• male breast carcinoma;
  • survival;
  • prognosis;
  • SEER;
  • race/ethnicity



A rare occurrence, about 1500 men in the United States develop breast carcinoma each year. Little is known about survival patterns at the population level, particularly about racial/ethnic variation.


Using data from the Surveillance, Epidemiology, and End Results Program, we examined survival rates in 1979 men diagnosed with primary invasive breast carcinoma between 1973 and 1997. Race was defined as non-Hispanic white, non-Hispanic black, and other race/ethnicity (predominantly Asian/Pacific Islander and Hispanic). The two outcomes were all-cause and breast carcinoma- specific mortality. Survival curves were drawn using Kaplan–Meier estimates and Cox regression was used to estimate the risk of death with hazard ratios and 95% confidence intervals. For both outcomes, the racial/ethnic survival curves differed significantly when the log rank test was used. Therefore, separate models were run for each racial/ethnic group. Covariates included age, stage, histology, surgery, radiation therapy, and year of diagnosis. Estrogen and progesterone receptor status were available for 616 men.
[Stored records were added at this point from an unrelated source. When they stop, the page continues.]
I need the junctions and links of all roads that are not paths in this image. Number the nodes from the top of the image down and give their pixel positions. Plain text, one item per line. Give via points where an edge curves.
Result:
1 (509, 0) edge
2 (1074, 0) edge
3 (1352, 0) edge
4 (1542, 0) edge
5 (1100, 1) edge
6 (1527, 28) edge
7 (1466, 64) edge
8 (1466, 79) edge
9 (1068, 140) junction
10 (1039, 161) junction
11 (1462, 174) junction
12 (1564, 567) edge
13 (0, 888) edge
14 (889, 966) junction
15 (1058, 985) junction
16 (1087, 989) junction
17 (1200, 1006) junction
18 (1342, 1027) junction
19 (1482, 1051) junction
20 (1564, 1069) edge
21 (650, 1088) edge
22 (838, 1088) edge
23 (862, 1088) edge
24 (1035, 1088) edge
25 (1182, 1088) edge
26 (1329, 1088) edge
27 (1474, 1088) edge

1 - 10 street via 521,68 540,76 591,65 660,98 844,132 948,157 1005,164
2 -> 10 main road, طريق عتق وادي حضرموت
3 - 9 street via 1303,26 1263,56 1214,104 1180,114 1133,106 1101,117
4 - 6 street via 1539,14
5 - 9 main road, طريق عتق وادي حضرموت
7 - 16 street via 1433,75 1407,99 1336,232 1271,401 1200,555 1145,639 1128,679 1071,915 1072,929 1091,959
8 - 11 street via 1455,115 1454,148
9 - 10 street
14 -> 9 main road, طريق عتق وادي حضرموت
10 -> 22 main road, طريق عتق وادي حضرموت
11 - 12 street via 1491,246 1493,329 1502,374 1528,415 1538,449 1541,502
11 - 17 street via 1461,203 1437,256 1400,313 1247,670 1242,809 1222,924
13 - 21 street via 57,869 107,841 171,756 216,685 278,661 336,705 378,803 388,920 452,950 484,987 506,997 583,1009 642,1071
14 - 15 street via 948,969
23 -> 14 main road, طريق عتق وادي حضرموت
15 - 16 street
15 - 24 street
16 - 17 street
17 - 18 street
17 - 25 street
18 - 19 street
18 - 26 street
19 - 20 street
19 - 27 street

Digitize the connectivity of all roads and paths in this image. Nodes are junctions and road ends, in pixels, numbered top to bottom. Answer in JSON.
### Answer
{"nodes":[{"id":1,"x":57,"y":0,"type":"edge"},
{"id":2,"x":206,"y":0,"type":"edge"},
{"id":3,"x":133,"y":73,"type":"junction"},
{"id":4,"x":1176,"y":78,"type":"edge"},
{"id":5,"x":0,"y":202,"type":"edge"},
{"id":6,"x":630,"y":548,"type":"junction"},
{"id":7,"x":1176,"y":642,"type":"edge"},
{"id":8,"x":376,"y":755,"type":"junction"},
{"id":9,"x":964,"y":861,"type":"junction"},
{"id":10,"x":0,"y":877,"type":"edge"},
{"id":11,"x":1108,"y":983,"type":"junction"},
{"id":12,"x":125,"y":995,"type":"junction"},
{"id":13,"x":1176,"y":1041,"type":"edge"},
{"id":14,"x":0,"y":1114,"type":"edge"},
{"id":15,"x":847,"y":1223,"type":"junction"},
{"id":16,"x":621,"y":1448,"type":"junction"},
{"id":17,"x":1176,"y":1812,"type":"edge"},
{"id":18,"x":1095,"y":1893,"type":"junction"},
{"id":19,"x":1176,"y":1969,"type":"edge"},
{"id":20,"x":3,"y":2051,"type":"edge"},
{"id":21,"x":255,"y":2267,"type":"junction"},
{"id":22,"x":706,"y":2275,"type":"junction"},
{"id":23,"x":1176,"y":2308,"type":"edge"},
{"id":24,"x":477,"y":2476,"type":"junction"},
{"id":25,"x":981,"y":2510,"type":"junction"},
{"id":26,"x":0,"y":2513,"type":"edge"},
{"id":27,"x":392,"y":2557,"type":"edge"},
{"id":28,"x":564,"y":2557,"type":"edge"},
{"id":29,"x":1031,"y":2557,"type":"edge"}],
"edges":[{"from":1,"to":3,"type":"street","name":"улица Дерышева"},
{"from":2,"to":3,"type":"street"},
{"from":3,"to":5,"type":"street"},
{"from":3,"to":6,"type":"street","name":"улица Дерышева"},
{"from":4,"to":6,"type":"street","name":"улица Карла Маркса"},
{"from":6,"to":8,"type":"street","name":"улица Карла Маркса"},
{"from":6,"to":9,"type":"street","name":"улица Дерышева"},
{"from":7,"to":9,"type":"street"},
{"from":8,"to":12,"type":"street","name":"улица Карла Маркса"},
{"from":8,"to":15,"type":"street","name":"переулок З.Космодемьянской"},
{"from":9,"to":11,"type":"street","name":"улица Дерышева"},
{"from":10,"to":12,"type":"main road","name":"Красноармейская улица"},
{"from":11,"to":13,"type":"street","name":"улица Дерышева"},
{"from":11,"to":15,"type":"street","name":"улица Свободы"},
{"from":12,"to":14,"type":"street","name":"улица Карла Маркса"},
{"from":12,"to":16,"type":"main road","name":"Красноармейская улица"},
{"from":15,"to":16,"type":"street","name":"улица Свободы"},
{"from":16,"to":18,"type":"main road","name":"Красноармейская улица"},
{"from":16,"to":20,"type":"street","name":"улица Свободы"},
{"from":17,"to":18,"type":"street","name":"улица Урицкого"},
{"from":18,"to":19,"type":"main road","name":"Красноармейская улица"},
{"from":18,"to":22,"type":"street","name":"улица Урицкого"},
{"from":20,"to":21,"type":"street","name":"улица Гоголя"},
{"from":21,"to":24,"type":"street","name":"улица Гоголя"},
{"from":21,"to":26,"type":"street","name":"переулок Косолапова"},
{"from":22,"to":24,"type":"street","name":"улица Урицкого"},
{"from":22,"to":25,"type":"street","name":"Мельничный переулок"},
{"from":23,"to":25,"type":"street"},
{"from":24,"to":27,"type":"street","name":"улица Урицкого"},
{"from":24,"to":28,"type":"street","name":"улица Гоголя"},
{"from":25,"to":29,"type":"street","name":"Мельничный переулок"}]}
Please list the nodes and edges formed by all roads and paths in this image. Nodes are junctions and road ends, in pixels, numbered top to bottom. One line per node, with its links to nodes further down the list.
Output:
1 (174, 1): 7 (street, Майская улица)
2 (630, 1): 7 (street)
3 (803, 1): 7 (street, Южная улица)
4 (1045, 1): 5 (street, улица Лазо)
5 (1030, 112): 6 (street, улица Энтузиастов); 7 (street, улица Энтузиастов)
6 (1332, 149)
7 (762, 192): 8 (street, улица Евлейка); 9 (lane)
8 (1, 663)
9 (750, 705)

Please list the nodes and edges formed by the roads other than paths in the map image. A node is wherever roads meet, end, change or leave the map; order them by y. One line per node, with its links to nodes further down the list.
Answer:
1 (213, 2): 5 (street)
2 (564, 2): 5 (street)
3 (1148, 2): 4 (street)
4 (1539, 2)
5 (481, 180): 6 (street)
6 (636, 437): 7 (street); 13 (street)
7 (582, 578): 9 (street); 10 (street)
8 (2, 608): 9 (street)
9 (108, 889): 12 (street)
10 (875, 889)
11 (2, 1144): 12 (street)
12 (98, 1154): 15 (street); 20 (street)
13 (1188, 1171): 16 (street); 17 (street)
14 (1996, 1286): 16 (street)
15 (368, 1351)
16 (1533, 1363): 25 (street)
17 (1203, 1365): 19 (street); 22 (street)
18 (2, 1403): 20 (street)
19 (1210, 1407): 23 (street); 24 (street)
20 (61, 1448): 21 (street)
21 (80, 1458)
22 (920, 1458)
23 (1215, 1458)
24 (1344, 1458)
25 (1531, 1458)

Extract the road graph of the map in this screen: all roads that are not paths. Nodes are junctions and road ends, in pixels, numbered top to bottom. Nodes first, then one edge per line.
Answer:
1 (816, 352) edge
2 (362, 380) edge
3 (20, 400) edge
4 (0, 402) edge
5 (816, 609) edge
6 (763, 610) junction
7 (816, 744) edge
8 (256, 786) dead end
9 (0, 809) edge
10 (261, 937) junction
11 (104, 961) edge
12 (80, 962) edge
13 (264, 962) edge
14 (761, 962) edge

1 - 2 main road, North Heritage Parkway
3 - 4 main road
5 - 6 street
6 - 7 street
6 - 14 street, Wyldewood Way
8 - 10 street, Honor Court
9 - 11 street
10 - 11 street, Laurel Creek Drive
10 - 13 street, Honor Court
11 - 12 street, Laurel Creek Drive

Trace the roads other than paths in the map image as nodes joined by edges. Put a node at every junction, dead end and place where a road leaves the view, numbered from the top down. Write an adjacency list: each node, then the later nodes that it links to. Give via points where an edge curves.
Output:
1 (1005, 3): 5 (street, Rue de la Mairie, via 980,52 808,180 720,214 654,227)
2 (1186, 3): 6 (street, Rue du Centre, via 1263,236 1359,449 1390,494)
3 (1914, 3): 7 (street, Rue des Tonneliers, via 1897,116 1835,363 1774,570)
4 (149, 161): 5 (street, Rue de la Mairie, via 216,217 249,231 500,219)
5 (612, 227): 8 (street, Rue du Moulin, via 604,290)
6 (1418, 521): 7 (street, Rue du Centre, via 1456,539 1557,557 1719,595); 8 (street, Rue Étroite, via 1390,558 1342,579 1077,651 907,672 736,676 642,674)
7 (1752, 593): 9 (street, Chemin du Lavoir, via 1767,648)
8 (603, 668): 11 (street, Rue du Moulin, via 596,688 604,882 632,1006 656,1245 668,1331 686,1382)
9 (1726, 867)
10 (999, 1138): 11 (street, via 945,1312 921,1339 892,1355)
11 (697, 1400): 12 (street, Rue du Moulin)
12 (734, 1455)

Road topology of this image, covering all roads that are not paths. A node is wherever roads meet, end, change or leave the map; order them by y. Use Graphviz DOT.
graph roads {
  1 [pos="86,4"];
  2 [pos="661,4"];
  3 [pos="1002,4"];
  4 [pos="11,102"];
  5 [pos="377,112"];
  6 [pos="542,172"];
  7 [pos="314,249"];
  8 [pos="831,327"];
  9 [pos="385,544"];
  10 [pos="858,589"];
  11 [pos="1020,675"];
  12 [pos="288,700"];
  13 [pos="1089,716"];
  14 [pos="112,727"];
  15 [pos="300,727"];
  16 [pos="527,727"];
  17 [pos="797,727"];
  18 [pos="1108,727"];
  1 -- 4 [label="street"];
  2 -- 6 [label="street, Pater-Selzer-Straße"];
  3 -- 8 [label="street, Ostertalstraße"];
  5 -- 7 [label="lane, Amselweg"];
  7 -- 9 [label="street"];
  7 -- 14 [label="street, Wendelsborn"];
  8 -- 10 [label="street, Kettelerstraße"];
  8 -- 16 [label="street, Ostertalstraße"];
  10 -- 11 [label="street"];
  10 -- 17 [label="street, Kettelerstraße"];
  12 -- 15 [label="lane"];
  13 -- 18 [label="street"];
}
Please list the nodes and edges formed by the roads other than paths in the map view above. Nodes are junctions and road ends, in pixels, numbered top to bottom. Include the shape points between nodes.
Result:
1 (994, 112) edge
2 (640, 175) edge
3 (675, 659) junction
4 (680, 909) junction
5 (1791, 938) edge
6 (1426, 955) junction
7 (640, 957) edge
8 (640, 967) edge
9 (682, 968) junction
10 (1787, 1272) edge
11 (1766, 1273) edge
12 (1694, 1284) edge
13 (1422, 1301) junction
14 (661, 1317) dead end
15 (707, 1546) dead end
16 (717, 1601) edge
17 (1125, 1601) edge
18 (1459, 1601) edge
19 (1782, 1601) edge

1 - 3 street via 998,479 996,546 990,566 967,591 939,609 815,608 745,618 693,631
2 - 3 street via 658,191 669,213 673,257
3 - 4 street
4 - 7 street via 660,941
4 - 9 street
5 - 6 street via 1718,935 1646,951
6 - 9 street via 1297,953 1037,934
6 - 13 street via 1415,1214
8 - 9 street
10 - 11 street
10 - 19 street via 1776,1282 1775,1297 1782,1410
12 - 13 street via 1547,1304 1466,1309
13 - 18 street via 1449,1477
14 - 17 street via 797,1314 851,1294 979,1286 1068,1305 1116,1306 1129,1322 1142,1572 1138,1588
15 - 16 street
Survival rates differed significantly by race/ethnicity. Overall, 5-year survival rates were 66% for whites, 57% for blacks, and 75% for men of other race/ethnicity. Blacks presented with more advanced disease. By stage, whites and blacks had worse survival rates compared with men of other race/ethnicity. The effects of prognostic factors such as age, surgery type, and radiation were similar, but not always significant, for all groups. Diagnosis year and estrogen receptor status did not affect survival.


Survival following male breast carcinoma differed by race/ethnicity, whereas the prognostic factors associated with survival were similar. Cancer 2002;94:2836–43. Published 2002 American Cancer Society.